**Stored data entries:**
####################
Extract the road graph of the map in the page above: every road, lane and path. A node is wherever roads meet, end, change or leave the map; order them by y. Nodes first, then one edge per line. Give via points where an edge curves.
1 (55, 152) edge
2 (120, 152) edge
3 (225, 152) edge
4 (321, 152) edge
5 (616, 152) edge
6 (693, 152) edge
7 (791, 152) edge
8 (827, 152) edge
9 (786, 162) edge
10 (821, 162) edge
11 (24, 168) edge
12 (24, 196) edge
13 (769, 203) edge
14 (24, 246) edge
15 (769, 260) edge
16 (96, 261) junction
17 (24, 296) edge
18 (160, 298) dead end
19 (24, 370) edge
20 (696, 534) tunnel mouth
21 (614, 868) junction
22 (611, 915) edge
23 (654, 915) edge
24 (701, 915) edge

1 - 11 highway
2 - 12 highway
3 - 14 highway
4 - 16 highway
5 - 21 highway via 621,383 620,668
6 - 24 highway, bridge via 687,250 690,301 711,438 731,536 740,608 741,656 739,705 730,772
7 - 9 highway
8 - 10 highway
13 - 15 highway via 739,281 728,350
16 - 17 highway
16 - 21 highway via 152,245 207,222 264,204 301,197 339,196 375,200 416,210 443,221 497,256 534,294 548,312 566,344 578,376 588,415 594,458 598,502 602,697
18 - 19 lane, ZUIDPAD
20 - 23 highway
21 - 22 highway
####################
**Directions for this task:** Each line of the data is to be retyped exactly as shown.

**Output for this task:**
Extract the road graph of the map in the page above: every road, lane and path. A node is wherever roads meet, end, change or leave the map; order them by y. Nodes first, then one edge per line. Give via points where an edge curves.
1 (55, 152) edge
2 (120, 152) edge
3 (225, 152) edge
4 (321, 152) edge
5 (616, 152) edge
6 (693, 152) edge
7 (791, 152) edge
8 (827, 152) edge
9 (786, 162) edge
10 (821, 162) edge
11 (24, 168) edge
12 (24, 196) edge
13 (769, 203) edge
14 (24, 246) edge
15 (769, 260) edge
16 (96, 261) junction
17 (24, 296) edge
18 (160, 298) dead end
19 (24, 370) edge
20 (696, 534) tunnel mouth
21 (614, 868) junction
22 (611, 915) edge
23 (654, 915) edge
24 (701, 915) edge

1 - 11 highway
2 - 12 highway
3 - 14 highway
4 - 16 highway
5 - 21 highway via 621,383 620,668
6 - 24 highway, bridge via 687,250 690,301 711,438 731,536 740,608 741,656 739,705 730,772
7 - 9 highway
8 - 10 highway
13 - 15 highway via 739,281 728,350
16 - 17 highway
16 - 21 highway via 152,245 207,222 264,204 301,197 339,196 375,200 416,210 443,221 497,256 534,294 548,312 566,344 578,376 588,415 594,458 598,502 602,697
18 - 19 lane, ZUIDPAD
20 - 23 highway
21 - 22 highway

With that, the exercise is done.